Regulasi yang tengah disiapkan adalah revisi Peraturan Menteri (Permen) ESDM Nomor 49 Tahun 2018 tentang Penggunaan Sistem Pembangkit Listrik Tenaga Surya Atap oleh Konsumen PT Perusahaan Listrik Negara (Persero) sebagaimana telah diubah terakhir dengan Peraturan Menteri ESDM Nomor 16 Tahun 2019. Salah satu pokok revisi regulasi tersebut adalah peningkatan ketentuan ekspor-impor kWh listrik.

"Dari semula hanya 65% menjadi sebesar 100%," ujar Dadan.

Selain itu, pokok-pokok revisi regulasi Permen ESDM tersebut antara lain mencakup kelebihan akumulasi selisih tagihan dinihilkan yang diperpanjang durasinya, jangka waktu permohonan PLTS Atap lebih singkat, dan dibukanya peluang perdagangan karbon antara pelanggan PLTS Atap dan pemegang Izin Usaha Penyediaan Tenaga Listrik untuk Umum (IUPTLU).

Revisi regulasi juga mewajibkan mekanisme pelayanan berbasis aplikasi, perluasanya pelanggan tidak hanya untuk pelanggan PT PLN (Persero) saja tapi juga termasuk pelanggan di wilayah usaha non-PLN, serta ketentuan mengenai Pusat Pengaduan sistem PLTS Atap untuk menerima dan menindaklanjuti pengaduan atas PLTS Atap.

Ketentuan mengenai PLTS Atap tersebut diimbangi dengan upaya menjaga keandalan sistem.

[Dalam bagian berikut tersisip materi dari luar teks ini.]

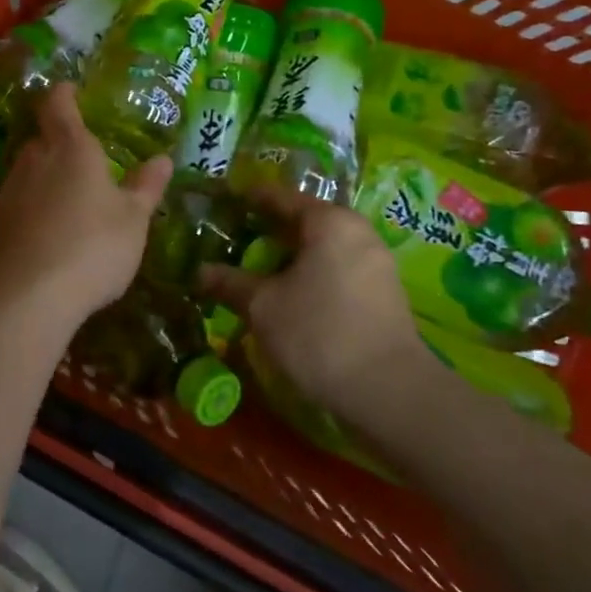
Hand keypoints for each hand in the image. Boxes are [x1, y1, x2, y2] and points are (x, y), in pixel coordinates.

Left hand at [0, 83, 171, 326]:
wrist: (31, 294)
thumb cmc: (94, 246)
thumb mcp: (133, 219)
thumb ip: (146, 187)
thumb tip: (163, 159)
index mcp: (72, 149)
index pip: (59, 106)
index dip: (64, 95)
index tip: (70, 90)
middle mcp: (35, 160)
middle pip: (42, 140)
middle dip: (58, 144)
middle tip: (81, 160)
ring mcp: (10, 190)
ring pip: (27, 171)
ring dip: (44, 178)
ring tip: (67, 200)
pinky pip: (17, 201)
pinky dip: (31, 207)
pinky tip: (46, 231)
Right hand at [198, 185, 437, 422]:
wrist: (390, 394)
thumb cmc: (319, 333)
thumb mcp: (262, 306)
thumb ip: (230, 282)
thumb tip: (200, 271)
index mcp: (329, 222)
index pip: (279, 197)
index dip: (247, 199)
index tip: (222, 202)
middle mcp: (357, 232)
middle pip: (303, 221)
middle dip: (267, 230)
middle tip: (232, 239)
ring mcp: (376, 263)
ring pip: (321, 248)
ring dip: (289, 257)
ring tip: (255, 269)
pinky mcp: (384, 295)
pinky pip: (337, 270)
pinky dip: (310, 275)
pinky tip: (287, 295)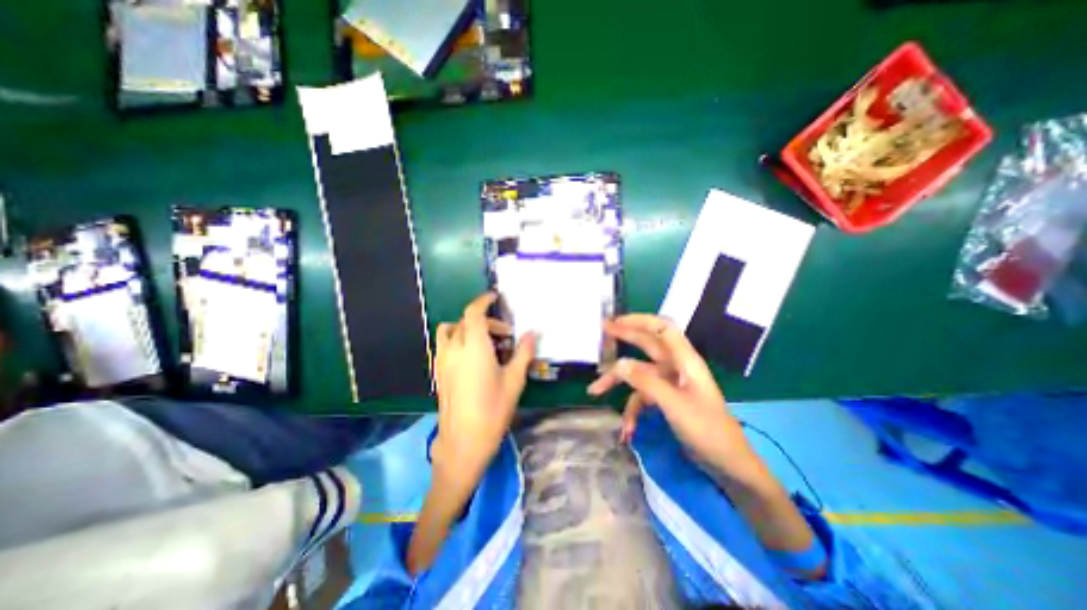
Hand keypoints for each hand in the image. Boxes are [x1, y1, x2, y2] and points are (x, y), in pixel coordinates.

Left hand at [432, 291, 536, 489]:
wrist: (463, 441)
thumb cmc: (493, 409)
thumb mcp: (514, 380)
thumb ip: (523, 352)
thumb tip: (532, 333)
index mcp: (474, 347)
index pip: (473, 313)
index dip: (483, 301)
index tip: (494, 297)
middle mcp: (454, 349)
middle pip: (465, 321)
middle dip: (485, 320)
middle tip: (505, 334)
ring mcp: (443, 361)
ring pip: (449, 331)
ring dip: (465, 327)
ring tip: (484, 341)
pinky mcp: (439, 373)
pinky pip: (444, 346)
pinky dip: (457, 340)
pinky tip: (472, 357)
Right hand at [587, 315, 748, 465]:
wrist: (727, 464)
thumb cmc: (707, 430)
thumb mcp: (674, 405)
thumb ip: (646, 382)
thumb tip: (618, 364)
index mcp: (684, 360)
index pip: (662, 328)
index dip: (639, 320)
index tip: (615, 321)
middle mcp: (676, 366)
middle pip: (647, 344)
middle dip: (624, 338)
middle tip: (601, 333)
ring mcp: (670, 383)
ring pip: (638, 373)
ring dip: (618, 382)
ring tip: (595, 391)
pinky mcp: (666, 398)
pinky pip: (642, 396)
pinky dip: (632, 409)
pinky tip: (627, 429)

Direktur Jenderal Ketenagalistrikan Rida Mulyana dalam kesempatan yang sama menjelaskan upaya-upaya yang dilakukan Pemerintah untuk menjaga sistem tetap andal.

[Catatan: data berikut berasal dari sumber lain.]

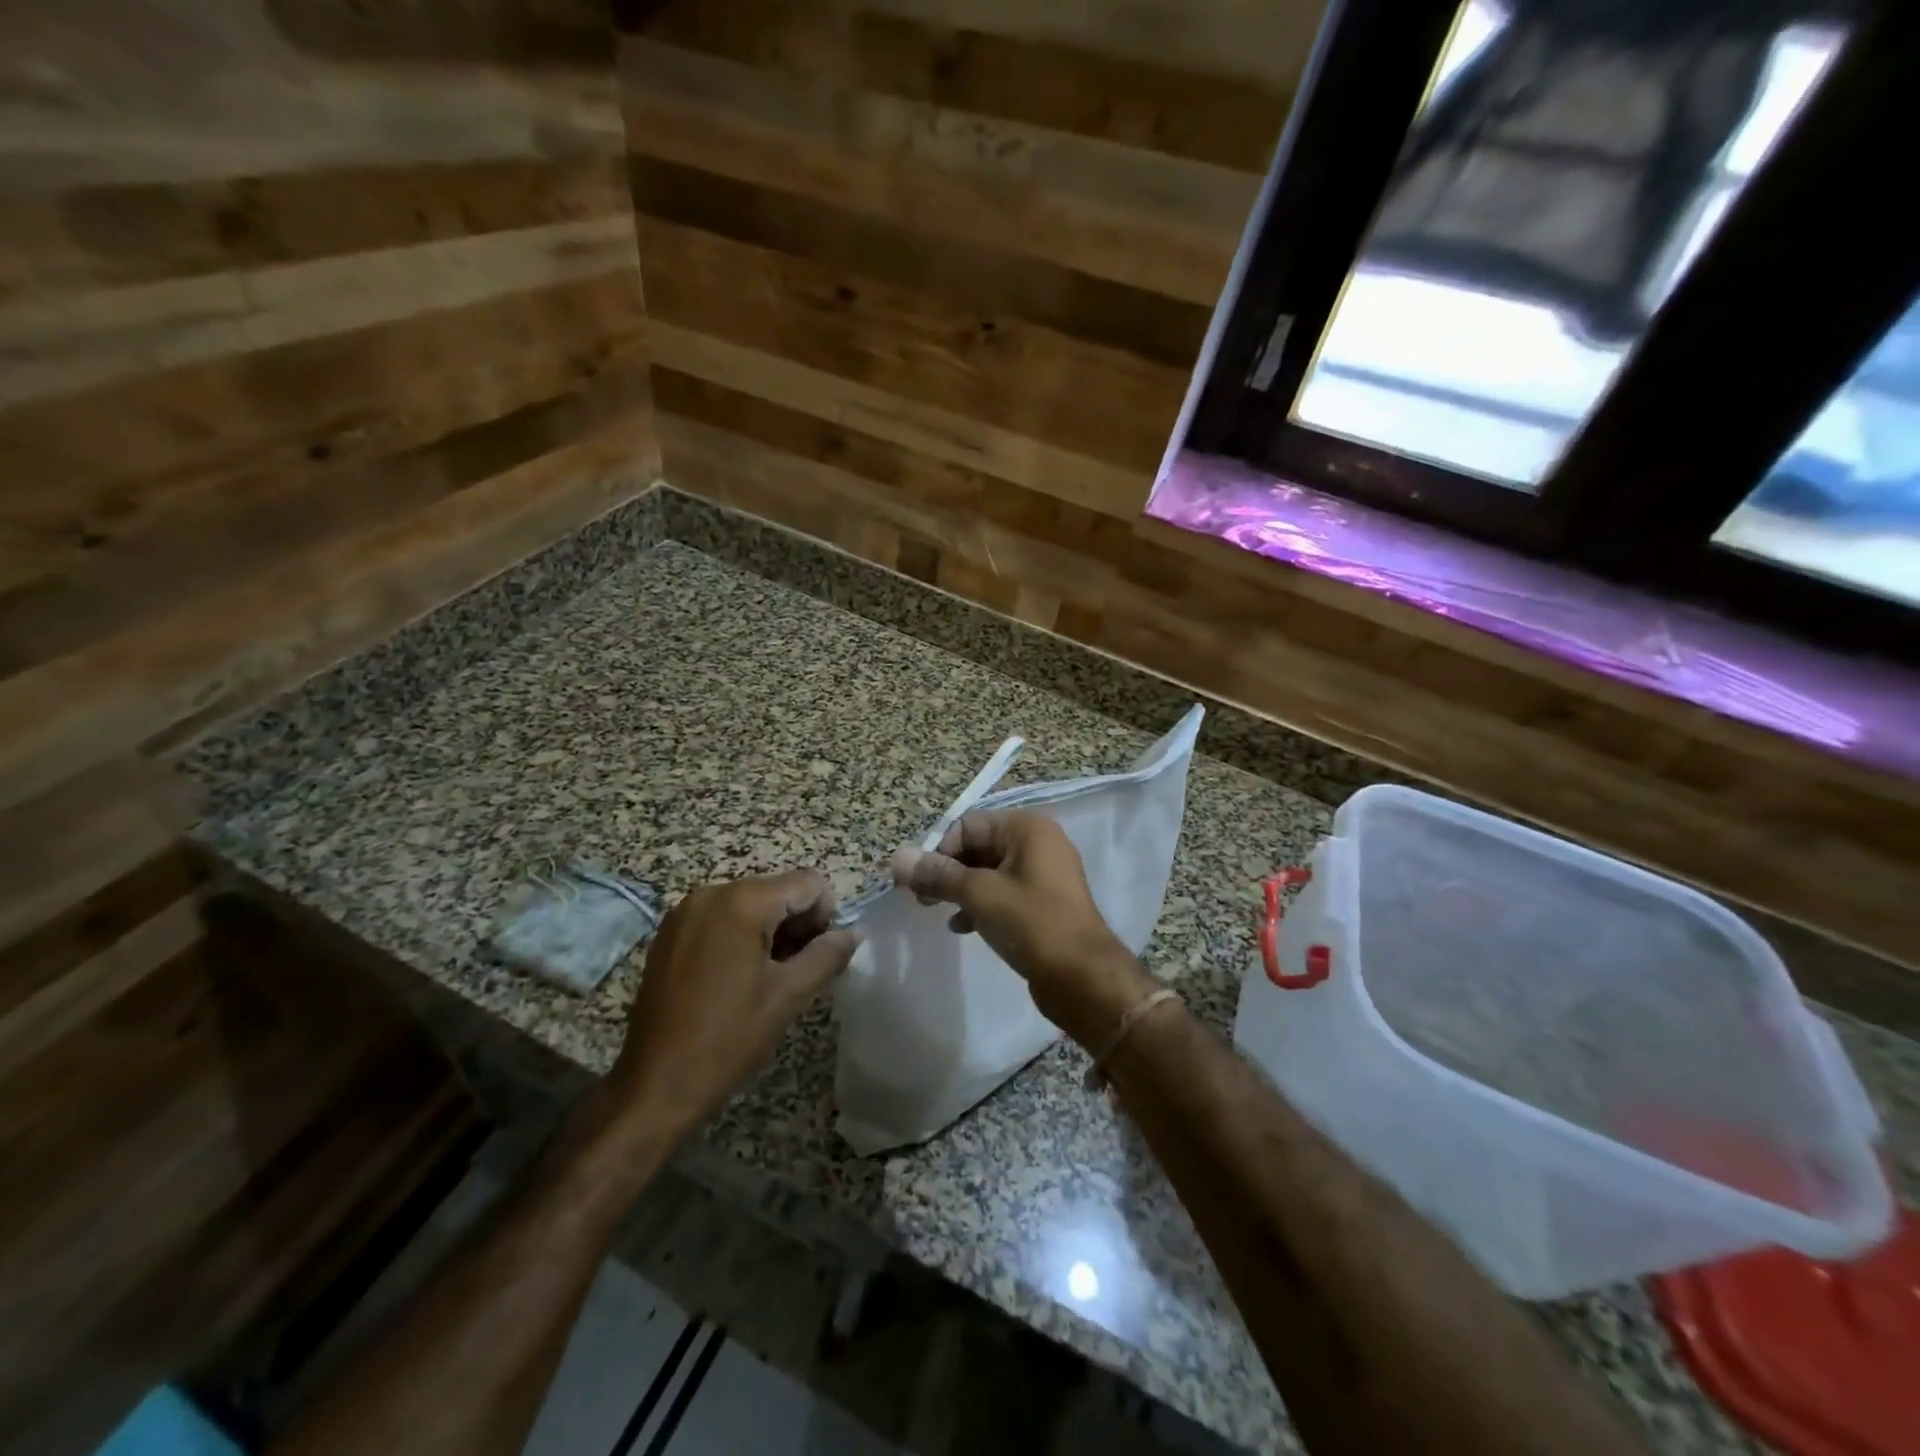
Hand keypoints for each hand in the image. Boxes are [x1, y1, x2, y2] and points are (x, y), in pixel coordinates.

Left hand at [611, 870, 858, 1131]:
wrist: (655, 1084)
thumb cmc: (729, 1037)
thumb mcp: (789, 995)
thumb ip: (828, 954)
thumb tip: (855, 932)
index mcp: (741, 902)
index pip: (807, 883)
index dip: (826, 915)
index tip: (820, 955)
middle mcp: (710, 893)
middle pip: (777, 889)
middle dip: (798, 923)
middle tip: (799, 970)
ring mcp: (685, 912)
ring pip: (750, 904)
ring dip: (771, 931)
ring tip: (770, 978)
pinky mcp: (670, 933)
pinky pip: (722, 917)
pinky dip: (742, 936)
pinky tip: (739, 978)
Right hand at [893, 811, 1155, 1046]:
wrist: (1083, 977)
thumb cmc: (1032, 924)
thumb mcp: (979, 895)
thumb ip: (938, 874)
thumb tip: (897, 858)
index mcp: (1027, 828)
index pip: (968, 825)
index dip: (939, 850)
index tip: (916, 881)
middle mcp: (1037, 843)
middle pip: (978, 846)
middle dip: (947, 870)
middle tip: (920, 899)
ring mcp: (1043, 874)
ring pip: (988, 872)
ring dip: (960, 889)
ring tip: (936, 912)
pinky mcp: (1043, 903)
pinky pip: (1003, 893)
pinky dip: (980, 904)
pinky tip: (962, 927)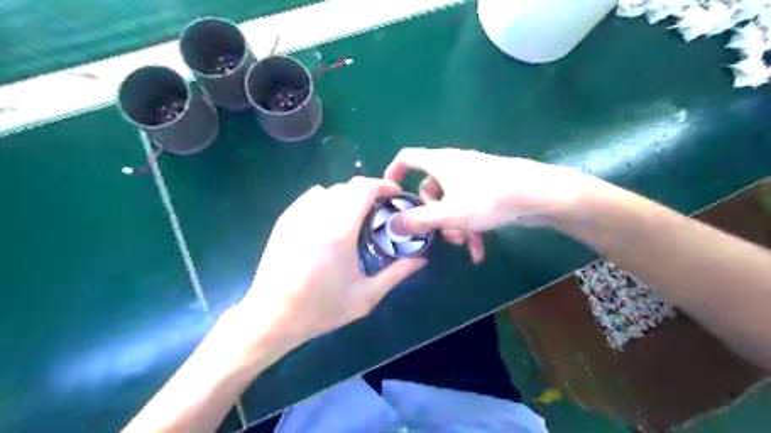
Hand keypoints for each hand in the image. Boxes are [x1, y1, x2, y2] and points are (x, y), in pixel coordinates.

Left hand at [237, 177, 427, 349]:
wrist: (272, 316)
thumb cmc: (321, 309)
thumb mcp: (366, 296)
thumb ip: (397, 273)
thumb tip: (421, 259)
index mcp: (340, 231)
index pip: (363, 189)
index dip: (383, 185)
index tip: (395, 194)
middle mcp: (318, 215)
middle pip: (348, 186)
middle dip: (368, 192)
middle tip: (379, 210)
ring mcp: (298, 215)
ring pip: (329, 190)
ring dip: (347, 196)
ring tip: (354, 216)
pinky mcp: (285, 220)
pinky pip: (311, 197)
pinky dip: (327, 200)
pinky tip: (329, 221)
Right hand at [386, 149, 593, 261]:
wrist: (539, 194)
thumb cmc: (488, 199)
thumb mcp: (449, 214)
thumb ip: (418, 221)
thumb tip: (391, 225)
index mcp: (440, 163)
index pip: (408, 157)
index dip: (394, 172)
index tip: (390, 193)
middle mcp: (454, 165)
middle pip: (430, 187)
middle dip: (432, 213)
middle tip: (441, 234)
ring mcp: (473, 175)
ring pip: (452, 199)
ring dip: (453, 223)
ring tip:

"Pelanggan PLTS Atap dari golongan tarif untuk keperluan industri dengan kapasitas sistem PLTS Atap lebih besar dari 3 MW wajib menyediakan pengaturan basis data prakiraan cuaca (weather forecast). Ini harus disambungkan dengan pusat beban milik PLN untuk diantisipasi sehingga enggak dadakan, enggak panikan," tutur Rida.

Ia menambahkan pelanggan Industri tersebut juga harus melaporkan rencana operasi Sistem PLTS Atap kepada Pemegang IUPTLU secara berkala sesuai dengan kebutuhan. Di samping itu, Rida mengatakan instalasi sistem PLTS Atap wajib mengikuti SNI dan/atau standar internasional. Pemerintah juga memberikan penugasan kepada PLN untuk membangun aplikasi penggunaan PLTS Atap berbasis digital yang terintegrasi dengan sistem Supervisory Control and Data Acquisition (SCADA) atau smartgrid distribusi.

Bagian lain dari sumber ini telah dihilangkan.